Data to process:
· · · · ·

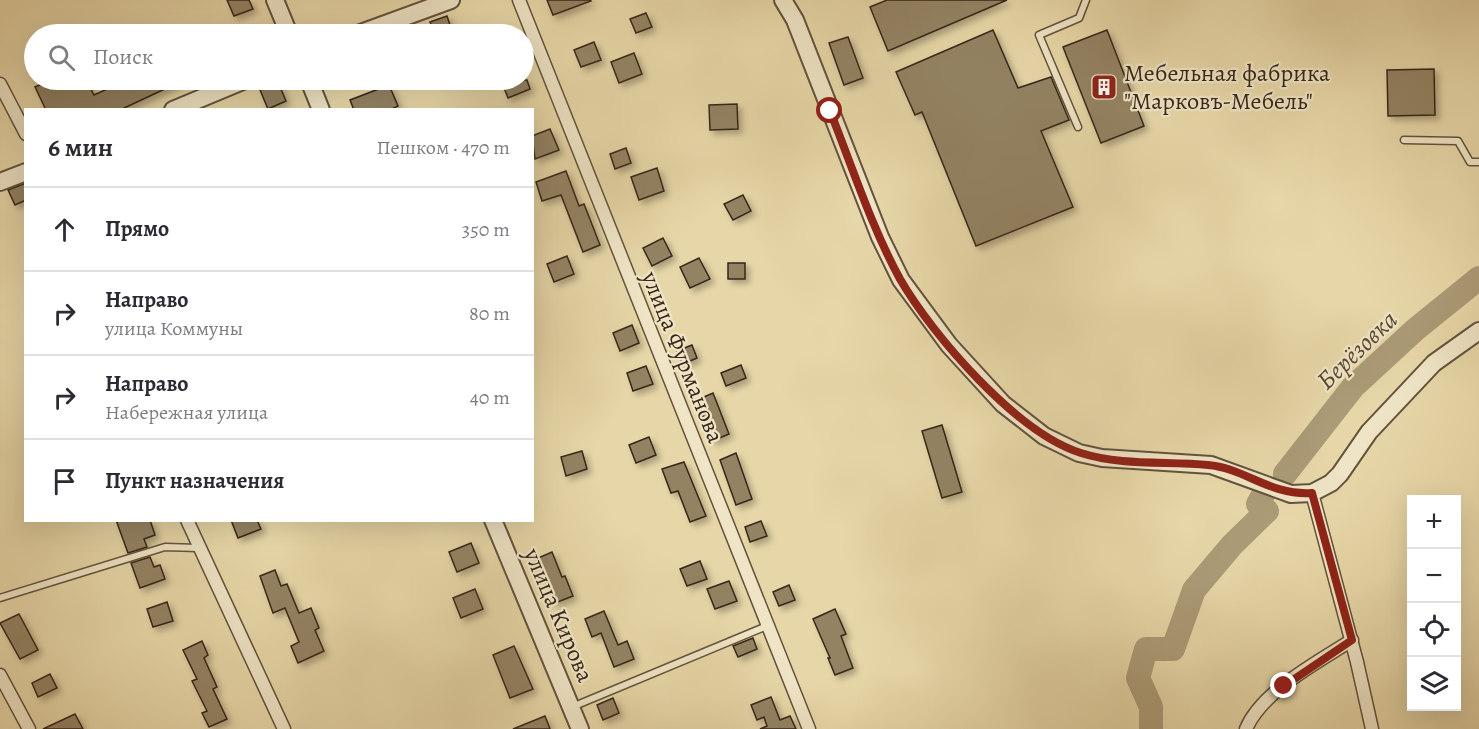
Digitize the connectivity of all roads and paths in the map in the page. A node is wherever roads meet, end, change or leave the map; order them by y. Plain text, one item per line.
1 (275, 0) edge
2 (451, 0) edge
3 (519, 0) edge
4 (783, 0) edge
5 (1086, 0) edge
6 (285, 24) edge
7 (385, 24) edge
8 (529, 24) edge
9 (534, 38) edge
10 (0, 84) edge
11 (220, 90) edge
12 (313, 90) edge
13 (178, 108) edge
14 (320, 108) edge
15 (1078, 127) dead end
16 (24, 130) edge
17 (1404, 140) dead end
18 (1479, 162) edge
19 (24, 172) edge
20 (0, 182) edge
21 (1479, 331) edge
22 (1312, 493) junction
23 (188, 522) edge
24 (494, 522) edge
25 (198, 548) junction
26 (0, 598) edge
27 (767, 626) junction
28 (1352, 640) junction
29 (0, 675) edge
30 (571, 707) junction
31 (28, 729) edge
32 (284, 729) edge
33 (580, 729) edge
34 (809, 729) edge
35 (1246, 729) edge
36 (1372, 729) edge

1 - 6 street
2 - 7 street
3 - 8 street, улица Фурманова
4 - 22 street
5 - 15 lane
9 - 27 street, улица Фурманова
10 - 16 street
11 - 13 street
12 - 14 street
17 - 18 lane
19 - 20 street
21 - 22 street
22 - 28 street
23 - 25 street
24 - 30 street, улица Кирова
25 - 26 lane
25 - 32 street
27 - 30 lane
27 - 34 street, улица Фурманова
28 - 35 street
28 - 36 street
29 - 31 street
30 - 33 street, улица Кирова

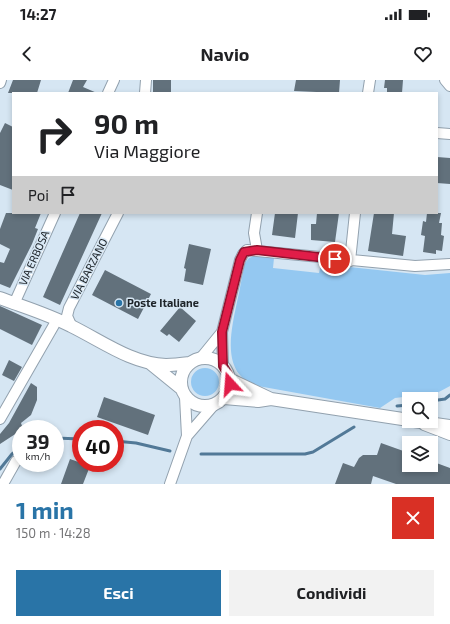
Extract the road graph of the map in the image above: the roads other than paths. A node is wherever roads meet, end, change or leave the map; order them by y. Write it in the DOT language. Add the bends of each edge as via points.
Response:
graph roads {
  1 [pos="114,80"];
  2 [pos="146,80"];
  3 [pos="370,80"];
  4 [pos="445,80"];
  5 [pos="450,86"];
  6 [pos="108,92"];
  7 [pos="145,92"];
  8 [pos="368,92"];
  9 [pos="438,133"];
  10 [pos="450,134"];
  11 [pos="55,214"];
  12 [pos="117,214"];
  13 [pos="257,214"];
  14 [pos="355,214"];
  15 [pos="257,250"];
  16 [pos="350,261"];
  17 [pos="450,264"];
  18 [pos="0,298"];
  19 [pos="16,305"];
  20 [pos="54,325"];
  21 [pos="71,325"];
  22 [pos="222,332"];
  23 [pos="102,342"];
  24 [pos="195,361"];
  25 [pos="149,362"];
  26 [pos="223,366"];
  27 [pos="229,379"];
  28 [pos="184,393"];
  29 [pos="224,398"];
  30 [pos="271,399"];
  31 [pos="213,406"];
  32 [pos="0,419"];
  33 [pos="402,419"];
  34 [pos="438,424"];
  35 [pos="450,426"];
  36 [pos="432,428"];
  37 [pos="450,435"];
  38 [pos="187,436"];
  39 [pos="12,468"];
  40 [pos="3,484"];
  41 [pos="170,484"];
  1 -- 6 [label="street"];
  2 -- 7 [label="street"];
  3 -- 8 [label="street"];
  4 -- 5 [label="street"];
  9 -- 10 [label="street"];
  11 -- 19 [label="street, VIA ERBOSA"];
  12 -- 21 [label="street, VIA BARZANO" via="69,308 67,316"];
  13 -- 15 [label="street" via="254,232"];
  14 -- 16 [label="street"];
  15 -- 16 [label="street"];
  15 -- 22 [label="street" via="247,250 241,257"];
  16 -- 17 [label="street" via="415,266"];
  18 -- 19 [label="street"];
  19 -- 20 [label="street" via="24,312"];
  19 -- 21 [label="street"];
  20 -- 23 [label="street" via="72,334"];
  20 -- 32 [label="street"];
  21 -- 23 [label="street"];
  22 -- 24 [label="street"];
  22 -- 26 [label="street"];
  23 -- 25 [label="street"];
  24 -- 25 [label="street" via="165,365"];
  24 -- 26 [label="street" via="211,359"];
  24 -- 28 [label="street" via="182,375"];
  25 -- 28 [label="street"];
  26 -- 27 [label="street"];
  27 -- 29 [label="street" via="229,389"];
  27 -- 30 [label="street"];
  28 -- 31 [label="street" via="198,406"];
  28 -- 38 [label="street"];
  29 -- 30 [label="street" via="258,401"];
  29 -- 31 [label="street"];
  30 -- 33 [label="street"];
  31 -- 38 [label="street"];
  34 -- 35 [label="street"];
  36 -- 37 [label="street"];
  38 -- 41 [label="street"];
  39 -- 40 [label="street"];
}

· · · · ·

Activity:
Take each line in the listing that has the word "node" and copy it.

Output:
Digitize the connectivity of all roads and paths in the map in the page. A node is wherever roads meet, end, change or leave the map; order them by y. Plain text, one item per line.
Extract the road graph of the map in the image above: the roads other than paths. A node is wherever roads meet, end, change or leave the map; order them by y. Write it in the DOT language. Add the bends of each edge as via points.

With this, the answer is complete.